The next edition of the Bienal de São Paulo, which will take place in 2023, will have four curators. Manuel Borja-Villel, art historian; Grada Kilomba, multidisciplinary artist, writer and theorist; Diane Lima, independent curator, writer and researcher; and Hélio Menezes, anthropologist, critic and researcher, will develop the curatorial work of the event in a decentralized manner.

“The complementarity of these talents has the potential to generate fantastic results,” said José Olympio da Veiga Pereira, president of the Fundação Bienal. “The curatorial team was formed voluntarily and the proposal captivated us for being ambitious and intriguing”, he adds.

This curatorial model, without the figure of a chief curator, was already adopted in the 1989, 2010 and 2014 editions of the Bienal. “The idea of ​​forming a group with a horizontal relationship was a suggestion by the team of curators and will be a constituent part of the project for the 35th Bienal”, concludes José Olympio.

  

The curators

The biographies below, listed in alphabetical order of surnames, choose not to present normative categories such as nation, nationality, age and year of birth. This is a guideline that will be part of the entire process of the 35th Bienal.
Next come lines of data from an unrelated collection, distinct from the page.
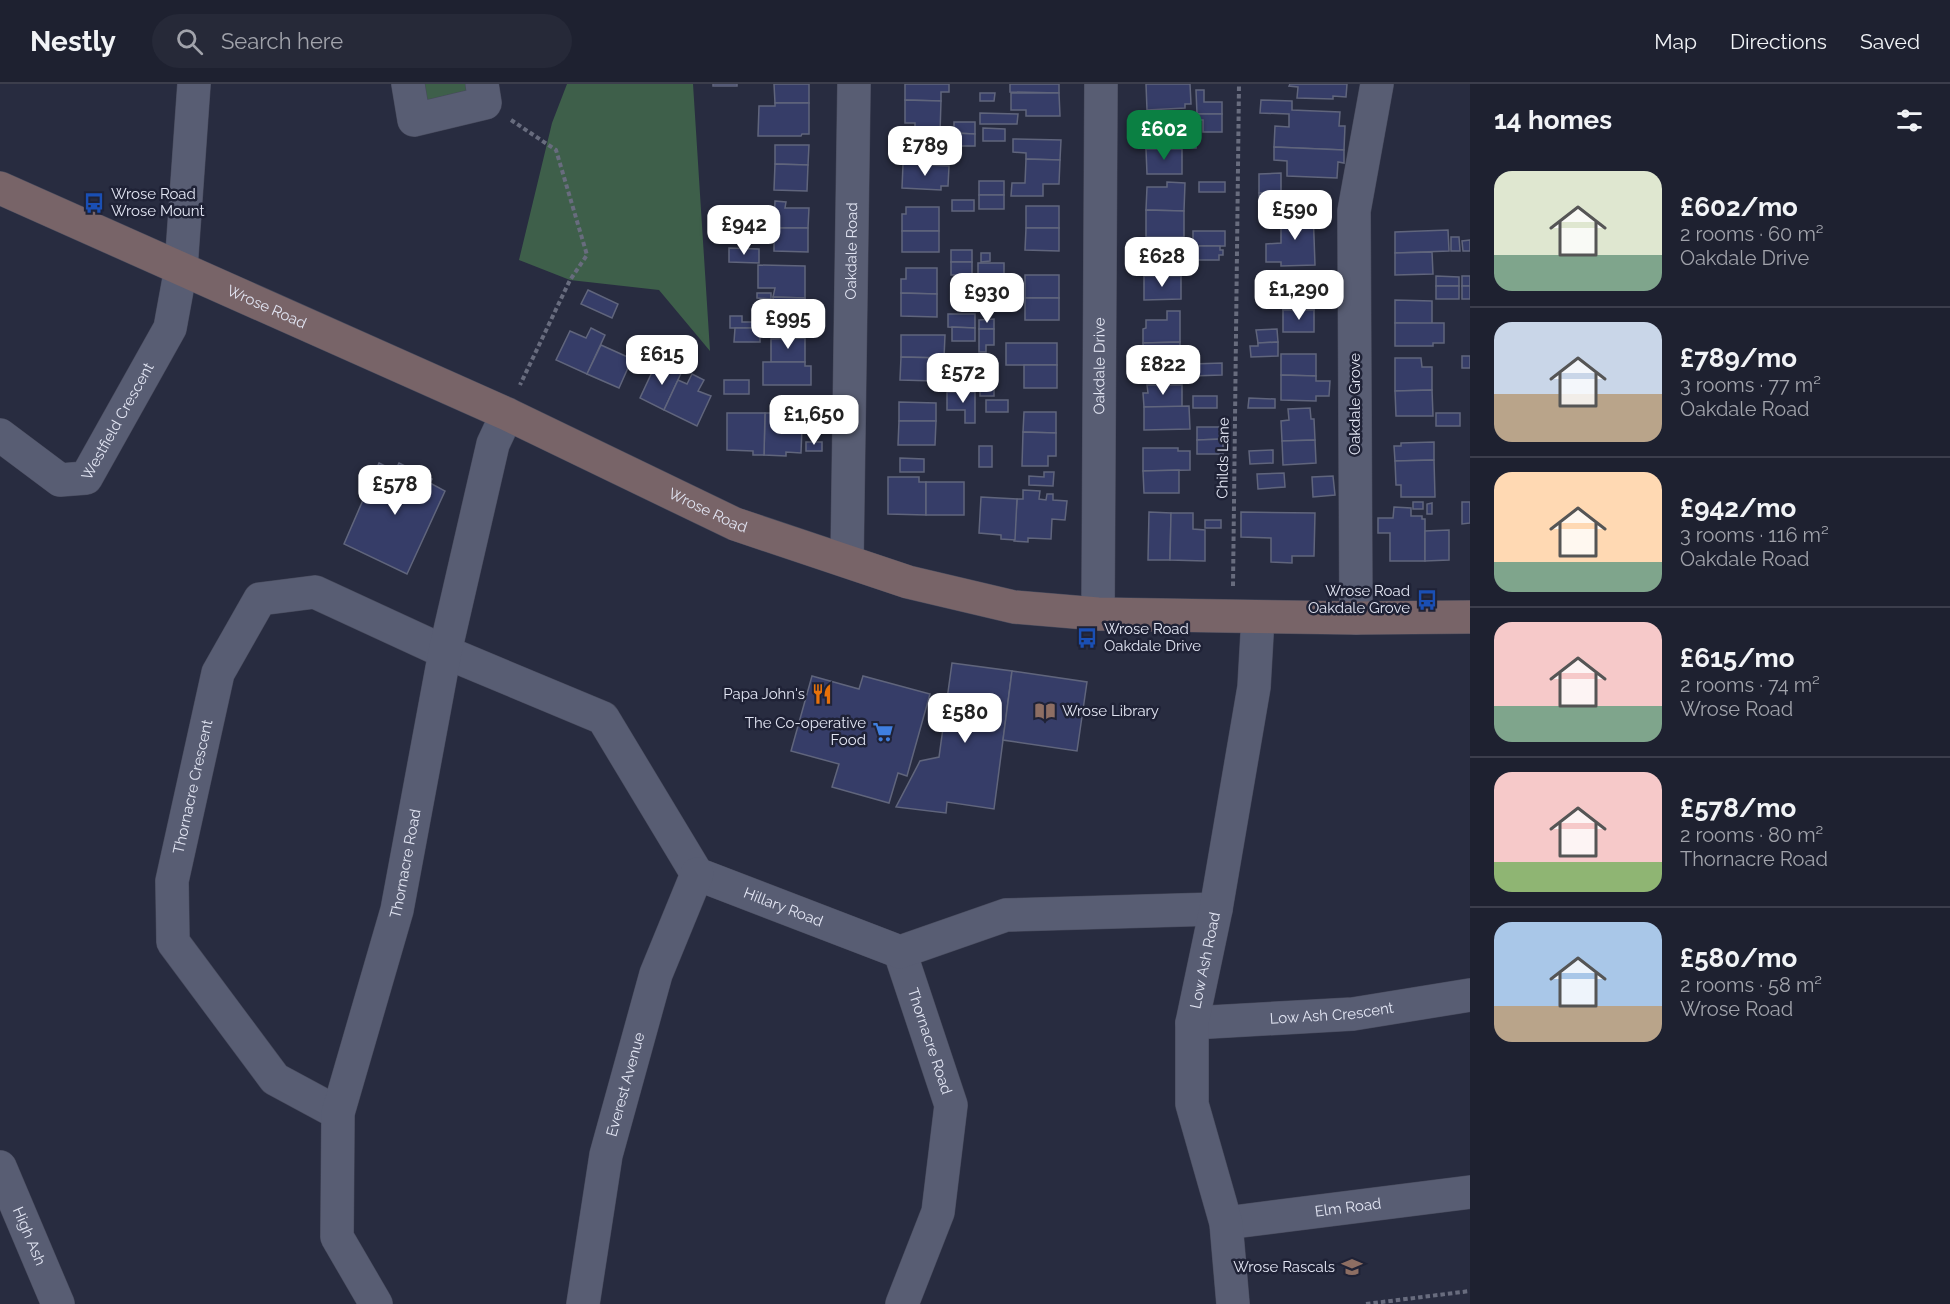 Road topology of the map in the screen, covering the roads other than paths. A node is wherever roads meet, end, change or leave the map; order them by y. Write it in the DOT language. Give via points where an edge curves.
graph roads {
  1 [pos="194,84"];
  2 [pos="408,84"];
  3 [pos="854,84"];
  4 [pos="1101,84"];
  5 [pos="1377,84"];
  6 [pos="484,94"];
  7 [pos="0,188"];
  8 [pos="182,268"];
  9 [pos="507,414"];
  10 [pos="0,435"];
  11 [pos="847,561"];
  12 [pos="1098,614"];
  13 [pos="1470,616"];
  14 [pos="1245,617"];
  15 [pos="1356,618"];
  16 [pos="445,652"];
  17 [pos="697,874"];
  18 [pos="1216,909"];
  19 [pos="900,952"];
  20 [pos="1470,995"];
  21 [pos="1192,1023"];
  22 [pos="338,1113"];
  23 [pos="0,1167"];
  24 [pos="1470,1192"];
  25 [pos="1226,1223"];
  26 [pos="58,1304"];
  27 [pos="376,1304"];
  28 [pos="583,1304"];
  29 [pos="902,1304"];
  30 [pos="1233,1304"];
  1 -- 8 [label="street"];
  2 -- 6 [label="street" via="414,120"];
  3 -- 11 [label="street, Oakdale Road"];
  4 -- 12 [label="street, Oakdale Drive"];
  5 -- 15 [label="street, Oakdale Grove" via="1354,211"];
  7 -- 8 [label="street, Wrose Road"];
  8 -- 9 [label="street, Wrose Road"];
  8 -- 10 [label="street, Westfield Crescent" via="170,328 86,478 60,480"];
  9 -- 11 [label="street, Wrose Road" via="735,524"];
  9 -- 16 [label="street, Thornacre Road" via="493,444"];
  11 -- 12 [label="street, Wrose Road" via="908,582 1014,607"];
  12 -- 14 [label="street, Wrose Road"];
  13 -- 15 [label="street, Wrose Road"];
  14 -- 15 [label="street, Wrose Road"];
  14 -- 18 [label="street, Low Ash Road" via="1254,687"];
  16 -- 17 [label="street" via="603,718"];
  16 -- 22 [label="street, Thornacre Road" via="397,910"];
  16 -- 22 [label="street, Thornacre Crescent" via="315,592 260,599 218,673 172,881 173,942 275,1079"];
  17 -- 19 [label="street, Hillary Road"];
  17 -- 28 [label="street, Everest Avenue" via="656,974 606,1155"];
  18 -- 19 [label="street" via="1006,915"];
  18 -- 21 [label="street, Low Ash Road"];
  19 -- 29 [label="street, Thornacre Road" via="951,1105 938,1212"];
  20 -- 21 [label="street, Low Ash Crescent" via="1353,1014"];
  21 -- 25 [label="street, Low Ash Road" via="1192,1104"];
  22 -- 27 [label="street, Thornacre Road" via="337,1237"];
  23 -- 26 [label="street, High Ash"];
  24 -- 25 [label="street, Elm Road"];
  25 -- 30 [label="street, Low Ash Road"];
}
Manuel Borja-Villel – Lives in Madrid, Spain. Doctor in Art History from the City University of New York, since 2008 he has been director of the Museo Reina Sofía (Madrid, Spain), being responsible for the development and profound reinterpretation of the museum's collection. In recent years, Reina Sofía has strengthened its position as a reference for cultural production through the work carried out with an asymmetrical network of institutions that includes, among others, museums, universities and independent institutions. He directed the Fundación Antoni Tàpies (Barcelona, ​​Spain) from its creation in 1990 until 1998, and made the foundation an experimental institution with a program centered on institutional criticism. Already at the head of the Museu d'Art Contemporani de Barcelona from 1998 to 2008, he placed public management at the service of the citizen's agenda, creating a place of dissent through radical pedagogy, criticism and institutional experimentation. He reflects on these and other themes in his latest book: Campos magnéticos:  Escritos de arte y Política (Madrid: Arcadia, 2020).

Grada Kilomba – Lives in Berlin, Germany. Interdisciplinary artist, writer and PhD in philosophy from the Free University of Berlin, Germany, Kilomba has taught at several international universities, such as the University of Arts in Vienna, Austria. Her works raise questions about knowledge, power and cyclic violence, and have been exhibited at significant events such as the 10th Berlin Biennale; Documenta 14; La Biennale de Lubumbashi VI; and 32nd Bienal de São Paulo; as well as numerous international museums and theaters. Her art has different formats such as performance, scenic reading, texts, video and installation, focusing on memory, trauma, gender and post-colonialism. The works are part of public and private collections such as that of the Tate Modern (London, England).

Diane Lima – Lives between Salvador and São Paulo, Brazil. One of the Brazilians awarded by the Ford Foundation Global Fellowship, her projects became notable for broadening the debates on artistic and curatorial practices from a decolonial perspective in the country. She holds a master's degree in communication and semiotics from PUC-SP and is part of the curatorial committee for the new long-term exhibition in the collection of the Museu de Arte Contemporânea da Universidade de São Paulo (MAC-USP). Among her recent works are the co-curatorships of Frestas – 3rd Trienal de Artes do Sesc SP – O rio é uma serpente [The River is a Snake], in 2021, and Vuadora, a retrospective exhibition for the artist Paulo Nazareth at Pivô.

Hélio Menezes – Lives in São Paulo, Brazil. Anthropologist and internationalist at the Universidade de São Paulo and an affiliated scholar at the BrazilLab at Princeton University. He was curator of contemporary art at Centro Cultural São Paulo from 2019 to 2021, where he also served as curator of literature between March and October 2019, and international coordinator of the World Social Forum in Belém (2009), Dakar (2011) and Tunis (2013). Some of his most recent works are Carolina Maria de Jesus: A Brazil for Brazilians (IMS Paulista), Histórias Afro-Atlânticas (MASP and Instituto Tomie Ohtake) and dos brasis (Sesc). In 2021, he was acknowledged by ArtReview Magazine as one of the 100 most important people in contemporary art in the world.